The problems at his restaurant empire started to emerge last spring. By May of this year, the administrators had been called in. It was announced that 22 restaurants were to close and that 1,000 staff would lose their jobs.
A different man might have withdrawn for a while, disappeared out of view for six months or a year to lick his wounds. Not Jamie. There's the new book to promote, for a start, and the rest of the Oliver empire - the publishing projects, the broadcasting career, the political lobbying, the research and development - to keep ticking over.
"Luckily, on this side of the business," he says, gesturing around him, "we've got happy people. I think we're doing good work. I think commercially we're doing really good work - good business, but also socially we're doing some amazing things. I think you've just got to dust down, move on."
He did, he has said, everything he could to save his restaurant chain, including pumping millions of his own money into the group at the eleventh hour (reports vary on how much came out of his own pocket; some say £13m, others say £25m).
He's believed to be personally worth about £100m, so though his fortunes have taken a hefty dent, he's still in good shape. But you get the sense that, for Jamie, the loss is more a moral defeat than a financial one.
"I did everything I could," he says. "Created something really magic, did amazing things, employed loads of people and bought only from food systems that were positive.
"We made it, we whooped everyone's a** and then I just couldn't make it last sustainably. There's a million reasons that I've said a million times as to what our challenge was, but I lost this one. I learned loads, but it's been very, very painful."
He has, he says, no regrets.
"It's been tough, but you know ... you have to move on, don't you? I think most importantly what happened to me was not unique. It's been happening to small and medium and some large businesses all around the country - and will continue to do so."
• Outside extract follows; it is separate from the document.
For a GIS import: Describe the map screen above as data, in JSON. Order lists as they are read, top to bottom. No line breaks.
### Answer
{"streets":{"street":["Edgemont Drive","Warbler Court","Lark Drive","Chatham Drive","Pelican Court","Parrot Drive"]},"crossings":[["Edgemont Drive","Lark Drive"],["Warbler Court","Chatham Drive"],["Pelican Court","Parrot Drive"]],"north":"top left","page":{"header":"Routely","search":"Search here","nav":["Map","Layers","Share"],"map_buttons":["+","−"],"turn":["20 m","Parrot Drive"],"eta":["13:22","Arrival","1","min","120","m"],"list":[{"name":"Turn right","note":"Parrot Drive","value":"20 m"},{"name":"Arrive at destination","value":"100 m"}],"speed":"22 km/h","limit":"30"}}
He's not giving up on running restaurants for ever, referencing "when I go back into it", vaguely. "It's never closed. We still run 60 restaurants in 24 countries, which as far as I know is unique. I don't know any other British person who has done what we've done."
Oliver (44), who has become known as a food campaigner as much as a chef, returns again and again in conversation to the principles behind his endeavours.
"It's a funny thing, isn't it? Within food, if you care and if you treat staff in a certain way in business, it's the disadvantage to not caring. It's not a level playing field," he says.
It's significant, too, that among the businesses to close was the Hoxton flagship of his beloved social enterprise Fifteen - a non-profit restaurant that recruited young people from underprivileged and troubled backgrounds and trained them to be chefs.
It was Jamie's first restaurant and a pure expression of the values he's promoted from the start: combining good, straightforward, high-quality food with a positive social impact. It was the living embodiment of the optimism and energy that defined him.
Oliver was still a kid and working as a chef in the iconic River Cafe when he was spotted by a TV documentary production team and hand-picked to be a celebrity chef.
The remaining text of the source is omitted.